Records to use -
#####

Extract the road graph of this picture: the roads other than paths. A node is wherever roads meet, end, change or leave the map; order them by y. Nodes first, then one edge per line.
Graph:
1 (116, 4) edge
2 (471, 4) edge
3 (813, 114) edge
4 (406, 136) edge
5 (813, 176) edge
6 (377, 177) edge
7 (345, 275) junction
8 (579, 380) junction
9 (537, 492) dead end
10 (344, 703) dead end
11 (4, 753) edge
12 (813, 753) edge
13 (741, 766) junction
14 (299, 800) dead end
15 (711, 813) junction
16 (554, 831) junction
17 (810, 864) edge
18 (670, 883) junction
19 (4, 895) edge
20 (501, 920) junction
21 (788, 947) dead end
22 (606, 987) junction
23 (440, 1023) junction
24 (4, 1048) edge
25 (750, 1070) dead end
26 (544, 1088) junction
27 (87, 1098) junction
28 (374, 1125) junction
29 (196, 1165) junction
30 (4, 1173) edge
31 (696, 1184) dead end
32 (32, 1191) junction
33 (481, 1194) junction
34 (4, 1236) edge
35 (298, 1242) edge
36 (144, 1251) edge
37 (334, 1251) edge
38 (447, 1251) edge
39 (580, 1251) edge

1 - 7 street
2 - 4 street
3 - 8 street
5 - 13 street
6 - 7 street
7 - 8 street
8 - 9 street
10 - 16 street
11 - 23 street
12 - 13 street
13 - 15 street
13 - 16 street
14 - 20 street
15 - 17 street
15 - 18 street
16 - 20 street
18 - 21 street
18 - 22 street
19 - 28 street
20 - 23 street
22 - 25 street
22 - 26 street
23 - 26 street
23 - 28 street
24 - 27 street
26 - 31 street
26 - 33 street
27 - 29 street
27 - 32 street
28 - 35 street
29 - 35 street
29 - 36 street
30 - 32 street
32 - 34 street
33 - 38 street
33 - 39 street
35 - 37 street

#####

Exactly as they appear above, copy out all the records.

Answer box -
Extract the road graph of this picture: the roads other than paths. A node is wherever roads meet, end, change or leave the map; order them by y. Nodes first, then one edge per line.
Graph:
1 (116, 4) edge
2 (471, 4) edge
3 (813, 114) edge
4 (406, 136) edge
5 (813, 176) edge
6 (377, 177) edge
7 (345, 275) junction
8 (579, 380) junction
9 (537, 492) dead end
10 (344, 703) dead end
11 (4, 753) edge
12 (813, 753) edge
13 (741, 766) junction
14 (299, 800) dead end
15 (711, 813) junction
16 (554, 831) junction
17 (810, 864) edge
18 (670, 883) junction
19 (4, 895) edge
20 (501, 920) junction
21 (788, 947) dead end
22 (606, 987) junction
23 (440, 1023) junction
24 (4, 1048) edge
25 (750, 1070) dead end
26 (544, 1088) junction
27 (87, 1098) junction
28 (374, 1125) junction
29 (196, 1165) junction
30 (4, 1173) edge
31 (696, 1184) dead end
32 (32, 1191) junction
33 (481, 1194) junction
34 (4, 1236) edge
35 (298, 1242) edge
36 (144, 1251) edge
37 (334, 1251) edge
38 (447, 1251) edge
39 (580, 1251) edge

1 - 7 street
2 - 4 street
3 - 8 street
5 - 13 street
6 - 7 street
7 - 8 street
8 - 9 street
10 - 16 street
11 - 23 street
12 - 13 street
13 - 15 street
13 - 16 street
14 - 20 street
15 - 17 street
15 - 18 street
16 - 20 street
18 - 21 street
18 - 22 street
19 - 28 street
20 - 23 street
22 - 25 street
22 - 26 street
23 - 26 street
23 - 28 street
24 - 27 street
26 - 31 street
26 - 33 street
27 - 29 street
27 - 32 street
28 - 35 street
29 - 35 street
29 - 36 street
30 - 32 street
32 - 34 street
33 - 38 street
33 - 39 street
35 - 37 street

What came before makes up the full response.